(TASK STATEMENT): Your job is to report every line of the entries that has "points".

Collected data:
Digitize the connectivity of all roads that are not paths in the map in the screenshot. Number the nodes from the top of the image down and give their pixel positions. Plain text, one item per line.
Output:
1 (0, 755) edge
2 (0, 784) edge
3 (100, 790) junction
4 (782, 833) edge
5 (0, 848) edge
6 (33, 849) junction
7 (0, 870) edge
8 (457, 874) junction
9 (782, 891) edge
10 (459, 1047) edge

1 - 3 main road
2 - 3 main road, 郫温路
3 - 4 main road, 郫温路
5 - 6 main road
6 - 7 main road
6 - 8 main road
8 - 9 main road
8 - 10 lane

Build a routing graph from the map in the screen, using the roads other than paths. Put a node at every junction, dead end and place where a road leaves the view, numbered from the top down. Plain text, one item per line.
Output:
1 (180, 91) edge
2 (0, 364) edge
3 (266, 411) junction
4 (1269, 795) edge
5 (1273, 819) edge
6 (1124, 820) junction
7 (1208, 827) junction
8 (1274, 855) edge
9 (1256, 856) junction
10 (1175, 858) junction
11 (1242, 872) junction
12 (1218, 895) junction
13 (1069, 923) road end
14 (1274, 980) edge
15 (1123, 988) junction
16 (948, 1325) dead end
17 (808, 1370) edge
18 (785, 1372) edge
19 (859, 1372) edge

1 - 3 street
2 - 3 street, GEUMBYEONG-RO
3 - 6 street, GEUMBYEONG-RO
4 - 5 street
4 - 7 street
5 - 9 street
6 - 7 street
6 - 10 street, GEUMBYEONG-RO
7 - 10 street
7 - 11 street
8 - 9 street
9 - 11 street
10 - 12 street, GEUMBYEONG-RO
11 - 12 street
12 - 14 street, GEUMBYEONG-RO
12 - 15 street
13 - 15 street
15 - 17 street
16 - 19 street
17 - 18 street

---

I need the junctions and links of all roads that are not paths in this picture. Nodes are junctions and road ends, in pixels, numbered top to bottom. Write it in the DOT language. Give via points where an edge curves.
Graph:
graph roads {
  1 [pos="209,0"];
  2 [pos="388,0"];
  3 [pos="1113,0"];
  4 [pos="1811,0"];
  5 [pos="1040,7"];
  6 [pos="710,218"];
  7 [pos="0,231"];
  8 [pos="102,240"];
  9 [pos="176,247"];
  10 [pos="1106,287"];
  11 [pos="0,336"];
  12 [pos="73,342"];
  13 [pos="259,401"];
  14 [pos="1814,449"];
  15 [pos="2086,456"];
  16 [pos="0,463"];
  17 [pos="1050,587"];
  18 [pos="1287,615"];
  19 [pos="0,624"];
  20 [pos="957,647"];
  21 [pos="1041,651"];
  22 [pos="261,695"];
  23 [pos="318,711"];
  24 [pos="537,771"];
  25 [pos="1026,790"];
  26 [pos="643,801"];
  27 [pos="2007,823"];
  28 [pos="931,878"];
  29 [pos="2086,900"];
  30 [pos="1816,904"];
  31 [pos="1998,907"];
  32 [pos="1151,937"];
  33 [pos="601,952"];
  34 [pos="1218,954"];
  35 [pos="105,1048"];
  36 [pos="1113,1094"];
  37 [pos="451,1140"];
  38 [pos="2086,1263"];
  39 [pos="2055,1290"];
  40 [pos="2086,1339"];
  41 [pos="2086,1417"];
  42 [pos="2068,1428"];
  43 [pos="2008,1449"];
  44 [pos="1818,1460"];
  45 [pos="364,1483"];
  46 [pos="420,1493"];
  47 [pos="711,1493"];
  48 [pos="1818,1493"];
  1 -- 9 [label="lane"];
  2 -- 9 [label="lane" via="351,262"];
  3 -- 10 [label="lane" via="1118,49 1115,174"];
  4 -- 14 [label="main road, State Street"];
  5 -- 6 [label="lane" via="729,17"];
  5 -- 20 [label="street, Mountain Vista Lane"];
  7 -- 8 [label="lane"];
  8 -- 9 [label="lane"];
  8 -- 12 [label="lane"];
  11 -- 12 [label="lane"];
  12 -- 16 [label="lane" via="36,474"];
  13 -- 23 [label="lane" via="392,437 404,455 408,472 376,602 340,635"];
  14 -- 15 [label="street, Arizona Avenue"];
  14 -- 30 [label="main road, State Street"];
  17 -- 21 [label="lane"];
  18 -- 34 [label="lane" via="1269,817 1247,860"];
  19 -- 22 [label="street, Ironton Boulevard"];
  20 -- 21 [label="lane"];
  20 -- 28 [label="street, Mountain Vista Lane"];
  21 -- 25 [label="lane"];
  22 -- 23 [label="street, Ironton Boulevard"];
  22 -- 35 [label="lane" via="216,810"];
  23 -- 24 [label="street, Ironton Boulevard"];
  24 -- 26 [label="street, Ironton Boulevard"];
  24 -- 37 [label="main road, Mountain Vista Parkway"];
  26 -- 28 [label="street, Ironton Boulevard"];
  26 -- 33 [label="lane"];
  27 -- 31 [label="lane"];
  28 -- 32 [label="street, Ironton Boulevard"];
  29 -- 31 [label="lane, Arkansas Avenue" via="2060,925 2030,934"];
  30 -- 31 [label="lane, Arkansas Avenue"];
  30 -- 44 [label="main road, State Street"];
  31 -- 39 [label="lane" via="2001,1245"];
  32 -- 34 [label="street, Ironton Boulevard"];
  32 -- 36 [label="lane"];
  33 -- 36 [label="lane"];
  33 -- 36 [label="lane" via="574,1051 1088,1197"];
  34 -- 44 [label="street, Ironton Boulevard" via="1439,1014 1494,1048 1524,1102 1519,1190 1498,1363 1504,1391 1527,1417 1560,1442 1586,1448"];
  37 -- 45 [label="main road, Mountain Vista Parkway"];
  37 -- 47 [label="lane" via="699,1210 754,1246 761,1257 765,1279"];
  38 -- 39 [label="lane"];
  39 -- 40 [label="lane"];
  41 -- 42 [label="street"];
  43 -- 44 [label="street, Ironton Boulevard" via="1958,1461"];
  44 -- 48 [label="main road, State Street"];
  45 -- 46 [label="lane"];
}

* * *

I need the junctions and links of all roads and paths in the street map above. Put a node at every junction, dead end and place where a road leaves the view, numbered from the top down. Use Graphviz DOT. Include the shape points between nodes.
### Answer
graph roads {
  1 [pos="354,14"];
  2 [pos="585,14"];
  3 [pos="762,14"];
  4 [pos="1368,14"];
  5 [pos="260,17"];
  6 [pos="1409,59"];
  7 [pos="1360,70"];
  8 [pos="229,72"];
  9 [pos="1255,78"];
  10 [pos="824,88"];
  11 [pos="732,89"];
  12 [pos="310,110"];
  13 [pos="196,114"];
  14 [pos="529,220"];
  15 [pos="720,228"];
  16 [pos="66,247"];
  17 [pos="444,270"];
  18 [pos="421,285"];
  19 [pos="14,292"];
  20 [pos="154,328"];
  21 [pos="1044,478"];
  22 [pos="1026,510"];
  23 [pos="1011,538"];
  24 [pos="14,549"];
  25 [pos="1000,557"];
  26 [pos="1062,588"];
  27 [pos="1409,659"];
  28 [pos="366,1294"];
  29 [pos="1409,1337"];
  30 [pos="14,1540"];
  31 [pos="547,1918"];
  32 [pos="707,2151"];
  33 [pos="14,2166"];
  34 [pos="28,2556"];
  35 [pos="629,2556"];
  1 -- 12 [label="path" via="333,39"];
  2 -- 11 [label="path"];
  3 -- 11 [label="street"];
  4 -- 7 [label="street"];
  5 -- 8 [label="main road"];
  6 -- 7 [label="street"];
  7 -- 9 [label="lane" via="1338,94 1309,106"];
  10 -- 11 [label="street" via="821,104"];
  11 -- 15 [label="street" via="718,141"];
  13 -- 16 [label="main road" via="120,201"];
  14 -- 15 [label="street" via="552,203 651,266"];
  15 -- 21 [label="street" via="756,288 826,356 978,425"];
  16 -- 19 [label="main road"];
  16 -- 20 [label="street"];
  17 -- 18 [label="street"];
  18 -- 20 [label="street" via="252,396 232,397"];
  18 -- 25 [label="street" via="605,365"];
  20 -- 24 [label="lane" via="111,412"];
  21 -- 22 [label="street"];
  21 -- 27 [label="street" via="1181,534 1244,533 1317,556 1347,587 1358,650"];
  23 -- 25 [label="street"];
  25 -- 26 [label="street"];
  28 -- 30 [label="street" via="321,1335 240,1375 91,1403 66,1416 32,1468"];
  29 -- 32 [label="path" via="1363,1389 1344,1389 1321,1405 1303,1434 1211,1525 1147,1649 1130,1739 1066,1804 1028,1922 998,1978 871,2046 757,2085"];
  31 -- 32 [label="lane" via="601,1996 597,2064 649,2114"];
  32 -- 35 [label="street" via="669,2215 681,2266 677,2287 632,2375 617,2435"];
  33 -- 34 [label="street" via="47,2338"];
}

(RESULT FOR THIS TASK):
I need the junctions and links of all roads that are not paths in this picture. Nodes are junctions and road ends, in pixels, numbered top to bottom. Write it in the DOT language. Give via points where an edge curves.
I need the junctions and links of all roads and paths in the street map above. Put a node at every junction, dead end and place where a road leaves the view, numbered from the top down. Use Graphviz DOT. Include the shape points between nodes.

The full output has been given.